Dorothy Carr is fed up with how things are run in her hometown. It’s impossible to get a doctor’s appointment through Britain’s staterun health-care system. Local buses have been cancelled. There isn’t enough public housing.

Like many others in Clacton-onSea — a town on England’s southeast coast where many older, white voters used to staunchly support the governing Conservatives — the retiree feels a deep sense of disillusionment with the party. Instead, Carr says she is probably voting for the populist Reform U.K. party in next week’s national election because she agrees with its core message: Record immigration has damaged Britain.

“This country’s getting to be a joke, a complete joke,” Carr said as she looked out to the sea from Clacton beach. “Nothing’s like it used to be. There’s just too many people.
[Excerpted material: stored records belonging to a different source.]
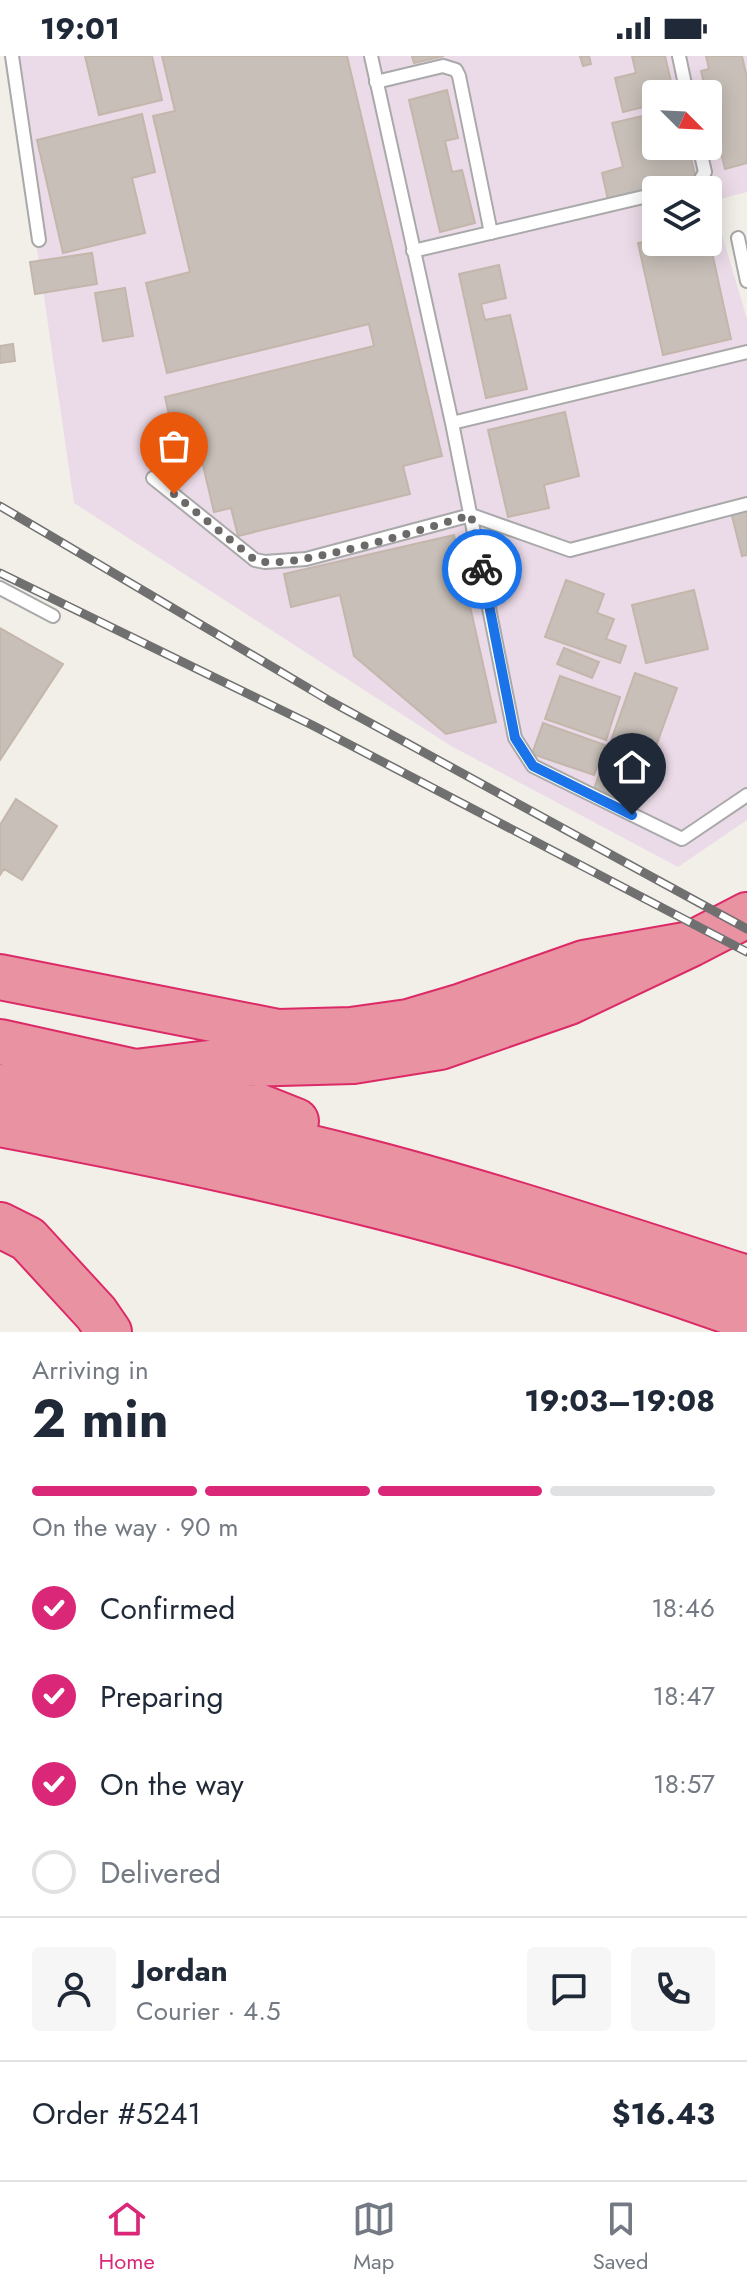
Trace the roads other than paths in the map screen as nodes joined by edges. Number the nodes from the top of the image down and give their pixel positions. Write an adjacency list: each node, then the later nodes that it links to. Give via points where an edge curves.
1 (12, 56): 9 (lane)
2 (371, 56): 5 (lane)
3 (679, 56): 4 (lane)
4 (684, 80)
5 (376, 82): 7 (lane, via 443,66 456,70); 10 (lane)
6 (642, 197): 7 (lane)
7 (491, 233): 10 (lane)
8 (738, 238): 11 (lane)
9 (39, 240)
10 (413, 251): 13 (lane)
11 (747, 281)
12 (747, 352): 13 (lane)
13 (452, 423): 16 (lane)
14 (153, 478): 16 (lane, via 255,560 265,562 306,559)
15 (747, 504): 16 (lane, via 570,550)
16 (471, 515): 19 (lane, via 515,738 533,766 682,839)
17 (0, 588): 18 (lane)
18 (53, 616)
19 (747, 795)
20 (747, 915): 21 (highway)
21 (691, 944): 22 (highway, via 584,963 408,1022 351,1030 278,1032); 24 (highway, via 569,1002 440,1047 353,1061 217,1062)
22 (0, 977)
23 (0, 1042): 24 (highway)
24 (135, 1072): 27 (highway, via 243,1100 314,1128)
25 (0, 1087): 27 (highway)
26 (0, 1124): 30 (highway, via 365,1201 628,1277)
27 (350, 1157): 29 (highway, via 480,1192)
28 (0, 1225): 31 (highway, via 28,1239)
29 (747, 1278)
30 (747, 1318)
31 (109, 1332)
We can’t handle it.”

Britain is going to the polls to elect a new House of Commons at a time when public dissatisfaction is running high over a host of issues, from the high cost of living and a stagnating economy to a dysfunctional health-care system and crumbling infrastructure.

That disillusionment has given the opposition Labour Party a significant lead in the polls — but it has also given oxygen to Reform and its leader Nigel Farage, who is drawing growing numbers of Conservative voters with his pledge to “take our country back.”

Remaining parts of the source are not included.